## [WORK TO COMPLETE]
Each entry below should be printed exactly as given.

################

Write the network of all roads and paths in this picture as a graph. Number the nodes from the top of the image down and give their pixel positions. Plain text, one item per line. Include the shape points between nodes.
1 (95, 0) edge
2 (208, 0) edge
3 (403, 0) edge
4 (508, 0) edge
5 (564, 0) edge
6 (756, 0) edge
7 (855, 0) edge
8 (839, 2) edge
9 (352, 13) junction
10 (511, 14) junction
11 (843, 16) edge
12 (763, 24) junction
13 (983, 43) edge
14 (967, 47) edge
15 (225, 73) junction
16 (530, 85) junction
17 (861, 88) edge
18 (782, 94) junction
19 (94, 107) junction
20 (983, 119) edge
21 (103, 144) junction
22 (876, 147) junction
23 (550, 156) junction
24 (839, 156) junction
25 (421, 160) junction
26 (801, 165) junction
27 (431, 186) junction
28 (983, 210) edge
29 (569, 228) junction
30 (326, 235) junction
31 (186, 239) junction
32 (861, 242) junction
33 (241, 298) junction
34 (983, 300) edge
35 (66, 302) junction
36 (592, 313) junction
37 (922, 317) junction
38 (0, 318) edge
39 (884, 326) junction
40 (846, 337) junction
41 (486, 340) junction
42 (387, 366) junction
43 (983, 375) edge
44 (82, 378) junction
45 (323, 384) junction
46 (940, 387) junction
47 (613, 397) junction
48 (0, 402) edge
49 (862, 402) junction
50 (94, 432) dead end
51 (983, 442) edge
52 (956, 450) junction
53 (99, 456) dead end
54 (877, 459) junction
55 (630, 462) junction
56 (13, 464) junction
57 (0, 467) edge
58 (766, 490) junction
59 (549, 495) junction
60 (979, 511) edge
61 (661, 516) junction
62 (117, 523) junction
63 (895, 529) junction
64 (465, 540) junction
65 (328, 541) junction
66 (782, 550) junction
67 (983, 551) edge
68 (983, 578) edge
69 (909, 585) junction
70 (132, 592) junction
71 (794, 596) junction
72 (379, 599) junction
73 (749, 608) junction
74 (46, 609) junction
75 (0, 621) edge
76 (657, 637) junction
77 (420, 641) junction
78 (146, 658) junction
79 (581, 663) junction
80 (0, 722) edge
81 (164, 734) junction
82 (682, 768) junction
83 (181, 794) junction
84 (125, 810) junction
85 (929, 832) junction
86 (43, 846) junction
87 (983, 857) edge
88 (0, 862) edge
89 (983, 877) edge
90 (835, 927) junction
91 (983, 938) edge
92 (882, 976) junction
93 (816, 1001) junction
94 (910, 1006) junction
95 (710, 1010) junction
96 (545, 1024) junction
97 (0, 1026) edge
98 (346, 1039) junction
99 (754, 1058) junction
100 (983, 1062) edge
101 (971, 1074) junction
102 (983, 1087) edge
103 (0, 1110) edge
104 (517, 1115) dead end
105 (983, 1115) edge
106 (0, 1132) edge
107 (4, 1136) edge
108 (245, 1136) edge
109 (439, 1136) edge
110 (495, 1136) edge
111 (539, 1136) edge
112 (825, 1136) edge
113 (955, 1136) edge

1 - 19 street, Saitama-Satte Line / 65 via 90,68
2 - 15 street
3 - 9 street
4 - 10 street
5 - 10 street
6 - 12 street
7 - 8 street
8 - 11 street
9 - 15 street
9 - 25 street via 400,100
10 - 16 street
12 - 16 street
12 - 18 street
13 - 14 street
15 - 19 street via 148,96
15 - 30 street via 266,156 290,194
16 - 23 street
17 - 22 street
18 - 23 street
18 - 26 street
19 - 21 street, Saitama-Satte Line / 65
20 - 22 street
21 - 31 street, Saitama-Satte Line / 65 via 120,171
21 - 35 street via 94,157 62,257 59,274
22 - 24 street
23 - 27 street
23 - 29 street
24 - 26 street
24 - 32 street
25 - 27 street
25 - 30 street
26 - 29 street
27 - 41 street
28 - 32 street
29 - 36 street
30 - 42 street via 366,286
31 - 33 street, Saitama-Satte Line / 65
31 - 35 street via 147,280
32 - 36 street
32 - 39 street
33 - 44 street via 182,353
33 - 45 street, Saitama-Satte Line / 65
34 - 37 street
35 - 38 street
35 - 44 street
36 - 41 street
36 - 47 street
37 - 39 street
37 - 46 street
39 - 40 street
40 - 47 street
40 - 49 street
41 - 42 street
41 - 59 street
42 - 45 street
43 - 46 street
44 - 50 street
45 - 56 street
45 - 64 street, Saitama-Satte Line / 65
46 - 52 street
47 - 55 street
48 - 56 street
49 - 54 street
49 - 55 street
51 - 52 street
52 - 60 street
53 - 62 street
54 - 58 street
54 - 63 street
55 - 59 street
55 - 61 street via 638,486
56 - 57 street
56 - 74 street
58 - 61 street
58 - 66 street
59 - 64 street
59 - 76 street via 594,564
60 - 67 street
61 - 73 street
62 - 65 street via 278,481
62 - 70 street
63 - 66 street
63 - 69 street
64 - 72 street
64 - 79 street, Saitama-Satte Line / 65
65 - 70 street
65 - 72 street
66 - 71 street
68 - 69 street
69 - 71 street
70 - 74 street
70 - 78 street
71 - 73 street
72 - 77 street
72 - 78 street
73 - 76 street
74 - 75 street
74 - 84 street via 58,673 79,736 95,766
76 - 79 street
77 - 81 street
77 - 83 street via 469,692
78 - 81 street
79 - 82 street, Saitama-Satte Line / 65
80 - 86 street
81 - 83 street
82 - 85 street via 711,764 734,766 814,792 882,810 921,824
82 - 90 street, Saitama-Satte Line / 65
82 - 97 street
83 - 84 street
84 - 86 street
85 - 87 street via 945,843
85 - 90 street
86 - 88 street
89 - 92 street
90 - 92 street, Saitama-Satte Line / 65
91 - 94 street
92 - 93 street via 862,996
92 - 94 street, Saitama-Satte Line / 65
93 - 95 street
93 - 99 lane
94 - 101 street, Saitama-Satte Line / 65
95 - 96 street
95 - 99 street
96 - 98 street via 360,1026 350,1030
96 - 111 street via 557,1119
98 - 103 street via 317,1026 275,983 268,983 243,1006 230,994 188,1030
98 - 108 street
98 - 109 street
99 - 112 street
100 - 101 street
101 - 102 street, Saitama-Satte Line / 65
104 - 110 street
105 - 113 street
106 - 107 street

################

## [PROBLEM SOLUTION]
Write the network of all roads and paths in this picture as a graph. Number the nodes from the top of the image down and give their pixel positions. Plain text, one item per line. Include the shape points between nodes.
1 (95, 0) edge
2 (208, 0) edge
3 (403, 0) edge
4 (508, 0) edge
5 (564, 0) edge
6 (756, 0) edge
7 (855, 0) edge
8 (839, 2) edge
9 (352, 13) junction
10 (511, 14) junction
11 (843, 16) edge
12 (763, 24) junction
13 (983, 43) edge
14 (967, 47) edge
15 (225, 73) junction
16 (530, 85) junction
17 (861, 88) edge
18 (782, 94) junction
19 (94, 107) junction
20 (983, 119) edge
21 (103, 144) junction
22 (876, 147) junction
23 (550, 156) junction
24 (839, 156) junction
25 (421, 160) junction
26 (801, 165) junction
27 (431, 186) junction
28 (983, 210) edge
29 (569, 228) junction
30 (326, 235) junction
31 (186, 239) junction
32 (861, 242) junction
33 (241, 298) junction
34 (983, 300) edge
35 (66, 302) junction
36 (592, 313) junction
37 (922, 317) junction
38 (0, 318) edge
39 (884, 326) junction
40 (846, 337) junction
41 (486, 340) junction
42 (387, 366) junction
43 (983, 375) edge
44 (82, 378) junction
45 (323, 384) junction
46 (940, 387) junction
47 (613, 397) junction
48 (0, 402) edge
49 (862, 402) junction
50 (94, 432) dead end
51 (983, 442) edge
52 (956, 450) junction
53 (99, 456) dead end
54 (877, 459) junction
55 (630, 462) junction
56 (13, 464) junction
57 (0, 467) edge
58 (766, 490) junction
59 (549, 495) junction
60 (979, 511) edge
61 (661, 516) junction
62 (117, 523) junction
63 (895, 529) junction
64 (465, 540) junction
65 (328, 541) junction
66 (782, 550) junction
67 (983, 551) edge
68 (983, 578) edge
69 (909, 585) junction
70 (132, 592) junction
71 (794, 596) junction
72 (379, 599) junction
73 (749, 608) junction
74 (46, 609) junction
75 (0, 621) edge
76 (657, 637) junction
77 (420, 641) junction
78 (146, 658) junction
79 (581, 663) junction
80 (0, 722) edge
81 (164, 734) junction
82 (682, 768) junction
83 (181, 794) junction
84 (125, 810) junction
85 (929, 832) junction
86 (43, 846) junction
87 (983, 857) edge
88 (0, 862) edge
89 (983, 877) edge
90 (835, 927) junction
91 (983, 938) edge
92 (882, 976) junction
93 (816, 1001) junction
94 (910, 1006) junction
95 (710, 1010) junction
96 (545, 1024) junction
97 (0, 1026) edge
98 (346, 1039) junction
99 (754, 1058) junction
100 (983, 1062) edge
101 (971, 1074) junction
102 (983, 1087) edge
103 (0, 1110) edge
104 (517, 1115) dead end
105 (983, 1115) edge
106 (0, 1132) edge
107 (4, 1136) edge
108 (245, 1136) edge
109 (439, 1136) edge
110 (495, 1136) edge
111 (539, 1136) edge
112 (825, 1136) edge
113 (955, 1136) edge

1 - 19 street, Saitama-Satte Line / 65 via 90,68
2 - 15 street
3 - 9 street
4 - 10 street
5 - 10 street
6 - 12 street
7 - 8 street
8 - 11 street
9 - 15 street
9 - 25 street via 400,100
10 - 16 street
12 - 16 street
12 - 18 street
13 - 14 street
15 - 19 street via 148,96
15 - 30 street via 266,156 290,194
16 - 23 street
17 - 22 street
18 - 23 street
18 - 26 street
19 - 21 street, Saitama-Satte Line / 65
20 - 22 street
21 - 31 street, Saitama-Satte Line / 65 via 120,171
21 - 35 street via 94,157 62,257 59,274
22 - 24 street
23 - 27 street
23 - 29 street
24 - 26 street
24 - 32 street
25 - 27 street
25 - 30 street
26 - 29 street
27 - 41 street
28 - 32 street
29 - 36 street
30 - 42 street via 366,286
31 - 33 street, Saitama-Satte Line / 65
31 - 35 street via 147,280
32 - 36 street
32 - 39 street
33 - 44 street via 182,353
33 - 45 street, Saitama-Satte Line / 65
34 - 37 street
35 - 38 street
35 - 44 street
36 - 41 street
36 - 47 street
37 - 39 street
37 - 46 street
39 - 40 street
40 - 47 street
40 - 49 street
41 - 42 street
41 - 59 street
42 - 45 street
43 - 46 street
44 - 50 street
45 - 56 street
45 - 64 street, Saitama-Satte Line / 65
46 - 52 street
47 - 55 street
48 - 56 street
49 - 54 street
49 - 55 street
51 - 52 street
52 - 60 street
53 - 62 street
54 - 58 street
54 - 63 street
55 - 59 street
55 - 61 street via 638,486
56 - 57 street
56 - 74 street
58 - 61 street
58 - 66 street
59 - 64 street
59 - 76 street via 594,564
60 - 67 street
61 - 73 street
62 - 65 street via 278,481
62 - 70 street
63 - 66 street
63 - 69 street
64 - 72 street
64 - 79 street, Saitama-Satte Line / 65
65 - 70 street
65 - 72 street
66 - 71 street
68 - 69 street
69 - 71 street
70 - 74 street
70 - 78 street
71 - 73 street
72 - 77 street
72 - 78 street
73 - 76 street
74 - 75 street
74 - 84 street via 58,673 79,736 95,766
76 - 79 street
77 - 81 street
77 - 83 street via 469,692
78 - 81 street
79 - 82 street, Saitama-Satte Line / 65
80 - 86 street
81 - 83 street
82 - 85 street via 711,764 734,766 814,792 882,810 921,824
82 - 90 street, Saitama-Satte Line / 65
82 - 97 street
83 - 84 street
84 - 86 street
85 - 87 street via 945,843
85 - 90 street
86 - 88 street
89 - 92 street
90 - 92 street, Saitama-Satte Line / 65
91 - 94 street
92 - 93 street via 862,996
92 - 94 street, Saitama-Satte Line / 65
93 - 95 street
93 - 99 lane
94 - 101 street, Saitama-Satte Line / 65
95 - 96 street
95 - 99 street
96 - 98 street via 360,1026 350,1030
96 - 111 street via 557,1119
98 - 103 street via 317,1026 275,983 268,983 243,1006 230,994 188,1030
98 - 108 street
98 - 109 street
99 - 112 street
100 - 101 street
101 - 102 street, Saitama-Satte Line / 65
104 - 110 street
105 - 113 street
106 - 107 street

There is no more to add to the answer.